Ce combat féministe prend tout son sens à la lumière d’une précision communiquée le 14 juin 2022 par l’attachée presse des éditions Dunod, à savoir que « Jéme Pelissier est devenu Juliette Jéme Pélissier ».

Le portrait robot flatteur que la psychologie moderne dresse du zèbre (figure antagonique de l’âne) doté d’une intelligence exceptionnelle, est celui d’une altérité radicale augmentée de super pouvoirs : leur « hyperperception d’autrui », leur « hyper-empathie », leur « hyperesthésie », leur « hyperclairvoyance », ou encore leur « hyperlucidité » en fait des candidats idéals à la dépression, peinés qu’ils sont par toute forme d’injustice et l’idée que le bonheur n’est qu’une construction de l’esprit. Mais dans son versant négatif, cette lecture ambivalente propose aussi une vision incapacitante du zèbre perçu comme anormal ou frappé d’un handicap ontologique :

« "l’enfant surdoué qui porte comme une tare d’être par nature toujours compliqué, d’être toujours dans le trop, de trop ressentir, de trop réagir, de trop penser, de ne pas se laisser éduquer gentillement, d’être toujours en guérilla contre son entourage, de ne pas accepter que “c’est pour son bien, etc. »  

L’ébranlement des certitudes concernant la surefficience intellectuelle ?

Sous des airs de brûlot, La fabrique des surdoués relègue la psychologie du surdon au rang de pseudo-science, une psychologie qui — selon Jérôme Pellissier — se complaît dans une confusion des genres en fusionnant l’approche clinique et la recherche scientifique.
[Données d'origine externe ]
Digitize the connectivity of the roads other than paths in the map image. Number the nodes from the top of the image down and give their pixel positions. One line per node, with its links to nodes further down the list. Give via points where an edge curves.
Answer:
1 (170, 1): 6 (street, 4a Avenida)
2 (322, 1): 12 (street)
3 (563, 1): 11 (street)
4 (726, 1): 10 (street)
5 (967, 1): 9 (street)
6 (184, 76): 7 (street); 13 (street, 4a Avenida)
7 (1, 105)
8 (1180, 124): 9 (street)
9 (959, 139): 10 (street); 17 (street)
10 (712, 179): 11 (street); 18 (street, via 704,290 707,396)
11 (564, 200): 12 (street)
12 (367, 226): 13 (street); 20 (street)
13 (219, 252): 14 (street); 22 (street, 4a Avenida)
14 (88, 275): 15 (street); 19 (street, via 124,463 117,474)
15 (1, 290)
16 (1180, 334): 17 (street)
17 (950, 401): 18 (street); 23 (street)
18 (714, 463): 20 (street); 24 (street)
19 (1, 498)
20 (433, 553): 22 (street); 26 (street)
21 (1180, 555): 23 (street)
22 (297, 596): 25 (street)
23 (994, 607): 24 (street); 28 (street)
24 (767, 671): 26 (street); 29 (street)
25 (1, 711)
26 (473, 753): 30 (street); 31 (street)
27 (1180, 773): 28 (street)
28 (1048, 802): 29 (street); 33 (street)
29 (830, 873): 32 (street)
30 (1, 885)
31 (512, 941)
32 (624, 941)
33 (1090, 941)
Les arguments sont certes de bon aloi mais pas toujours du côté de l’exactitude. Il faudrait donc les prendre cum grano salis. En l’occurence, il est bon de rappeler que les pervers ou sociopathes, à l’inverse des psychopathes, ne sont pas « totalement dénués d’empathie »   , comme le voudrait Jérôme Pellissier.
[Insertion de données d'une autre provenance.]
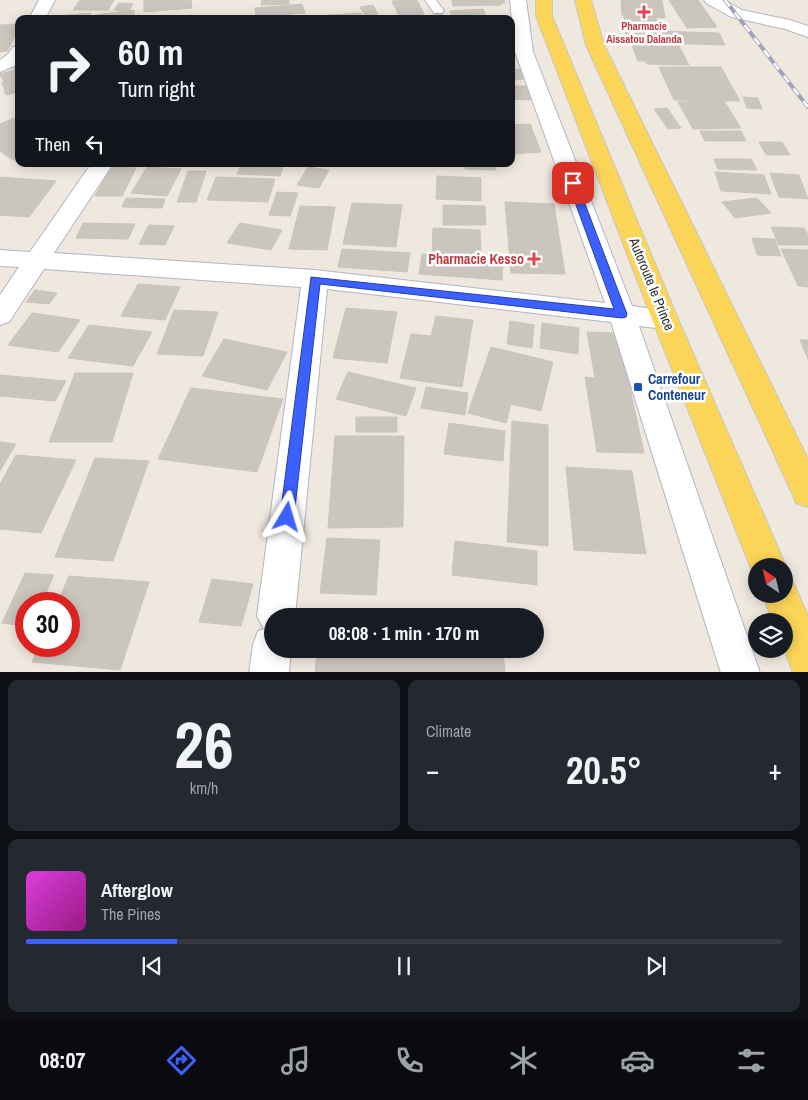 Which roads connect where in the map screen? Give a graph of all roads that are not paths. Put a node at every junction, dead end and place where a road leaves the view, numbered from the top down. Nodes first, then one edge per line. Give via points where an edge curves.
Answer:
1 (47, 0) edge
2 (430, 0) edge
3 (518, 0) edge
4 (544, 0) edge
5 (583, 0) edge
6 (712, 0) edge
7 (768, 6) dead end
8 (438, 11) dead end
9 (39, 15) edge
10 (790, 25) junction
11 (808, 32) edge
12 (15, 57) edge
13 (0, 67) edge
14 (100, 167) edge
15 (0, 258) edge
16 (37, 261) junction
17 (315, 279) junction
18 (0, 314) edge
19 (622, 314) junction
20 (666, 319) junction
21 (808, 494) edge
22 (765, 558) edge
23 (784, 603) edge
24 (277, 608) edge
25 (271, 658) edge
26 (808, 661) edge
27 (269, 672) edge
28 (741, 672) edge

1 - 9 street
2 - 8 lane
3 - 19 street via 524,52
4 - 20 main road, Autoroute le Prince via 544,16
5 - 21 main road via 595,45
6 - 10 street via 737,14
7 - 10 street
10 - 11 street
12 - 13 street
14 - 16 street
15 - 16 street
16 - 17 street
16 - 18 street
17 - 19 street
17 - 24 street
19 - 20 street
19 - 28 street
20 - 22 main road, Autoroute le Prince
23 - 26 main road
25 - 27 street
Au delà de l’« effet Barnum »   , il est à parier qu’un bon nombre de personnes HPI vont se reconnaître dans le portrait robot que Jérôme Pellissier souhaite démystifier. À ce stade, ces personnes qui ont certainement vécu cette « dyssynchronie interne et dyssynchronie sociale »   comme une souffrance, remettront sans doute en question le bien-fondé et la légitimité de la démarche intellectuelle qui sous-tend La fabrique des surdoués, démarche qui fait reposer l’industrie du QI sur des fantasmes essentialistes clivants. On pourrait même penser qu’il y a une forme d’acharnement à prendre le contre-pied d’une recherche consensuelle sur la question du surdon. La « sur-scolarité séparatiste »   , sans forcément vouloir la vouer aux gémonies, pourrait aussi offrir un environnement propice à une croissance intellectuelle entre pairs, croissance exempte du fiel de la jalousie, des frustrations et des complexes d’infériorité qui semblent surgir en compagnie d’enfants qui se situent dans la norme et se sentent tant diminués que dominés. Quiconque en poste dans une école pour enfants doués et surdoués observerait avec plaisir cette communauté d’enfants de tous horizons socio-économiques se rejoindre dans une collégialité intellectuelle féconde et surtout harmonieuse.

Cela dit, à l’issue de la lecture de ce pamphlet qui présente l’enfant surdoué comme un sujet dépossédé de lui-même, comme un phénomène de foire, un singe savant que l’on a cherché à circonscrire, diagnostiquer, cataloguer, voire nosographier, psychiatriser et pathologiser, l’on finit quand même par se ranger à l’opinion de l’auteur/l’autrice en partageant une certitude fondamentale : il faut « se débarrasser sans aucune hésitation des nombres liés aux tests de QI. Ils apportent bien moins qu’ils parasitent les chemins de réflexions que nous ouvrent les personnes que leurs intelligences-sensibilités questionnent »   .

Livre qui n’est point dénué d’attrait, La fabrique des surdoués offre des pistes stimulantes, voire « des chemins de résistances », que les lecteurs et lectrices pourront emprunter à loisir dans les méandres de leur réflexion. Fin de l’excursion.